E hanno solo 48 ore di tempo per farlo.
Una
decisione epica, difficilissima, spaventosa che Miriam Toews (cresciuta
lei stessa in una comunità mennonita) ricostruisce calandosi
perfettamente in quella dimensione surreale, fuori dal mondo e dal
tempo, (perché il tempo è eterno e non si deve misurare) tratteggiando
lo spirito e la forza di queste donne succubi di un destino crudele, ma
ancora così piene di dignità e voglia di vivere.
Donne che non
sanno leggere e scrivere, che lavorano come bestie, che fanno figli
senza sosta, e vengono picchiate e vessate, che non hanno diritto
all’istruzione e alle cure mediche, costrette ad obbedire anche ai loro
stessi figli adolescenti da cui possono venire scomunicate, che parlano
una lingua dimenticata fatta di rudimenti di tedesco, e non sanno
nemmeno dove si trovano nel mondo perché non hanno una mappa. Alla mercé
di un Dio capriccioso e volubile, inventato dagli anziani e
interpretato a proprio uso e consumo, dietro la costante minaccia
dell’espulsione da un regno dei cieli che vede le donne sempre un
gradino meno degne degli animali.
Ma queste donne, nonostante
tutto, sono forti, resistenti, determinate, intelligenti, acute,
intuitive, dotate di senso dell’umorismo, e consapevoli della loro
importanza sociale, («gli uomini senza di noi non sopravvivrebbero più
di due giorni») e malgrado la paura dell’ignoto, sono assolutamente
convinte di voler lottare per tre ragioni: proteggere i propri figli,
mantenere salda la propria fede e soprattutto rivendicare il loro
diritto di pensare.
Due giorni passati in un fienile a discutere,
litigare, interpretare, interrogarsi sulla vita, comprendere il proprio
ruolo sociale, e pensare, (pensare!) sotto lo sguardo amorevole del mite
August, l’insegnante, incaricato di redigere i verbali, un uomo buono,
sensibile, troppo.
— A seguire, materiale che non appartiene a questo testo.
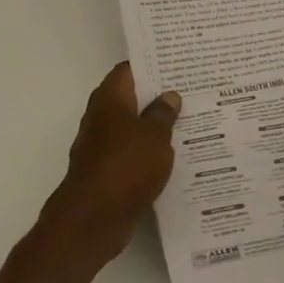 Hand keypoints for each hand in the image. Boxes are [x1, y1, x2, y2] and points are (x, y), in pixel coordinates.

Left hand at [41, 63, 180, 265]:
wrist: (94, 218)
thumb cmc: (126, 166)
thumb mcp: (155, 136)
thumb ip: (164, 114)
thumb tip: (170, 95)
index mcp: (110, 97)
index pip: (129, 69)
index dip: (151, 65)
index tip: (176, 64)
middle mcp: (101, 116)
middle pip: (131, 98)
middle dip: (157, 96)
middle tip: (190, 92)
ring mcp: (102, 145)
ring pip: (133, 127)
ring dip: (154, 127)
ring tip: (189, 122)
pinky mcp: (107, 171)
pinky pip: (132, 153)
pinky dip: (148, 153)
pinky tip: (174, 157) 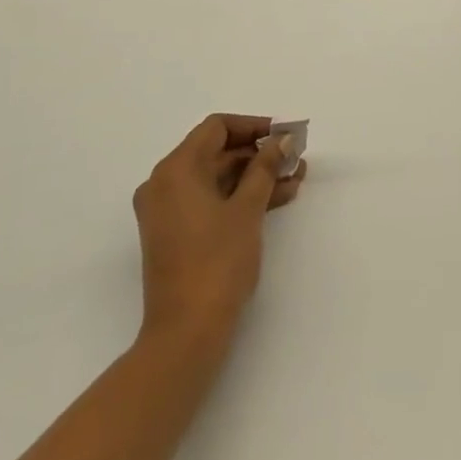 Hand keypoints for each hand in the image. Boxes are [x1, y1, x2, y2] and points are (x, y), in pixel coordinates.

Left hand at [132, 114, 305, 352]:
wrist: (187, 333)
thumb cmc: (217, 262)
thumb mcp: (247, 209)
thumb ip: (265, 167)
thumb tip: (281, 140)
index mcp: (175, 170)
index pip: (216, 128)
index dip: (253, 127)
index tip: (284, 136)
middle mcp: (164, 184)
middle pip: (216, 152)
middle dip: (258, 154)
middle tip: (295, 158)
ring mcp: (167, 211)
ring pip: (216, 179)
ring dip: (254, 176)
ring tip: (295, 179)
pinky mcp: (175, 234)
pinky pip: (210, 201)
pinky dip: (239, 197)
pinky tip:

L’invisibile, il reietto, cacciato insieme ai
genitori che avevano osato divulgare libri d’arte e riaccolto ormai
adulto come un paria.
Personaggi indimenticabili dalle personalità
uniche che dopo qualche pagina sembra già di conoscere, come stare
seduti in un angolino del fienile e osservare Mariche la testarda,
Salomè la rabbiosa, Mejal la fumatrice incallita dalla vita segreta, e
Ona, la splendida ribelle, considerata figlia del demonio perché
zitella, perché sensibile.
Quarantotto ore che cambiano i destini,
in un romanzo corale necessario, intenso, doloroso e bellissimo che
indigna, commuove, ma dona speranza.
Un consiglio personale e
assolutamente di parte: leggete tutto quello che ha scritto Miriam
Toews, perché sarà un prezioso dono alla vostra anima.